From 2001 to 2003, he was with Integrated Sensing Systems, Ypsilanti, MI, designing wireless readout ASICs for MEMS sensors. From 2003 to the

present, he has been a member of staff at Lincoln Laboratory, Lexington, MA.



**Gu-Yeon Wei** received the B.S., M.S., and Ph.D. degrees in electrical engineering from Stanford University, Stanford, CA, in 1994, 1997, and 2001, respectively.

He is currently an Associate Professor of Electrical Engineering with the School of Engineering and Applied Sciences, Harvard University, Cambridge, MA. After a brief stint as a Senior Design Engineer at Accelerant Networks, Inc., Beaverton, OR, he joined the faculty at Harvard as an Assistant Professor in January 2002. His research interests span several areas:

high-speed low-power link design, mixed-signal circuits for communications, ultralow-power hardware for wireless sensor networks, and co-design of circuits and computer architecture for high-performance and embedded processors to address PVT variability and power consumption that plague nanoscale CMOS technologies.



Michael H. Perrott received the B.S. degree in electrical engineering from New Mexico State University, Las Cruces, in 1988, and the M.S. and Ph.D. degrees in electrical engineering and Computer Science from the Massachusetts Institute of Technology (MIT), Cambridge, in 1992 and 1997, respectively.

From 1997 to 1998, he was with Hewlett-Packard Laboratories, Palo Alto, CA, where he was involved with high-speed circuit techniques for sigma-delta synthesizers. In 1999, he was a visiting Assistant Professor with the Hong Kong University of Science

and Technology and taught a course on the theory and implementation of frequency synthesizers. From 1999 to 2001, he was with Silicon Laboratories, Austin, TX, where he developed circuit and signal processing techniques to achieve high-performance clock and data recovery circuits. He is currently an Associate Professor in electrical engineering and computer science with MIT, and his research focuses on high-speed circuit and signal processing techniques for data links and wireless applications.

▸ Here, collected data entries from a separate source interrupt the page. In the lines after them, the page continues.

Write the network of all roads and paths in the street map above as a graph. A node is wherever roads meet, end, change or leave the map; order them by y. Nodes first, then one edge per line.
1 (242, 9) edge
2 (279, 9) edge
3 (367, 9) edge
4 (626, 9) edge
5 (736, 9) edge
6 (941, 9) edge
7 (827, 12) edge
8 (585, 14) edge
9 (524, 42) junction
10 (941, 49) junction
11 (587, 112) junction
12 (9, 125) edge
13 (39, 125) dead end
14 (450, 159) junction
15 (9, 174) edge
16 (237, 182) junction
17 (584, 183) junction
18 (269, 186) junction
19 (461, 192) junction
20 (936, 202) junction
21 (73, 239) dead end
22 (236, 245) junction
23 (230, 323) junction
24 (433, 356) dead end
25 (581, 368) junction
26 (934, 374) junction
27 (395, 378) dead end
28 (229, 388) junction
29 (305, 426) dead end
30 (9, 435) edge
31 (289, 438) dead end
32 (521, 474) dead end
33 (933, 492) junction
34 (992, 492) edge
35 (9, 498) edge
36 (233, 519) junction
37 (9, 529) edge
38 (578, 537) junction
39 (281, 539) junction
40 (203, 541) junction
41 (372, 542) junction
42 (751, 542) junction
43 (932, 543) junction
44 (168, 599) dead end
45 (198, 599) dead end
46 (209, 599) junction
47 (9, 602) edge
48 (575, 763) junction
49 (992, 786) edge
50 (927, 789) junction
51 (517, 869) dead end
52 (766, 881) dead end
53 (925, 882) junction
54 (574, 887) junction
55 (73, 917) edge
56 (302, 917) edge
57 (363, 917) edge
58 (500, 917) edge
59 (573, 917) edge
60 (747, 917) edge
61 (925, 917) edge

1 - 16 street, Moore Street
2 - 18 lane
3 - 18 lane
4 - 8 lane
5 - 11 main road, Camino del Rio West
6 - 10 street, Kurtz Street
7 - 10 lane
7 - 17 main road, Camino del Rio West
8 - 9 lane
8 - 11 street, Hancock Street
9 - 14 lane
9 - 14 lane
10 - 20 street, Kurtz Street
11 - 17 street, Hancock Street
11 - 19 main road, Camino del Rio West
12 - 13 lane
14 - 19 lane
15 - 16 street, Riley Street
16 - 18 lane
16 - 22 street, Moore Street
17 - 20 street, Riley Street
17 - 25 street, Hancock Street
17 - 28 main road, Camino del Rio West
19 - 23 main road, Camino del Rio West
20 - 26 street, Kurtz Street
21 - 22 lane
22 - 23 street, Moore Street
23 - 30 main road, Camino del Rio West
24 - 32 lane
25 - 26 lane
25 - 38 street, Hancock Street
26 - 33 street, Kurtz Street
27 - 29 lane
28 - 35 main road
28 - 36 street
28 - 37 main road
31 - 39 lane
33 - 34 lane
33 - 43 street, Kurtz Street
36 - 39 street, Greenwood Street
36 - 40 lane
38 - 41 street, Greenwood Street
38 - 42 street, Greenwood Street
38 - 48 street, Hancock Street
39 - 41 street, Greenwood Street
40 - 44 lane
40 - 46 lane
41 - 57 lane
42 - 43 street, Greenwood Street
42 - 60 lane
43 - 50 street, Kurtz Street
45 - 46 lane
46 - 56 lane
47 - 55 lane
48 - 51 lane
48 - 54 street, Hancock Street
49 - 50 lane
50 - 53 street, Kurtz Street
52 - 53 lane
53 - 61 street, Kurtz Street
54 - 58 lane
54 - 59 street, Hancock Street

**Belal M. Helal** (S'92–M'06) received the B.S. degree (with the highest honors) in electrical engineering from King Abdulaziz University, Jeddah, Saudi Arabia, in 1995, and the M.S. and Ph.D. degrees in electrical engineering and computer science from the Massachusetts Institute of Technology (MIT), Cambridge, in 2002 and 2008, respectively.

His research interests include digital clock multiplication and frequency-synthesis techniques, wireless communications circuits and systems, and digital signal processing.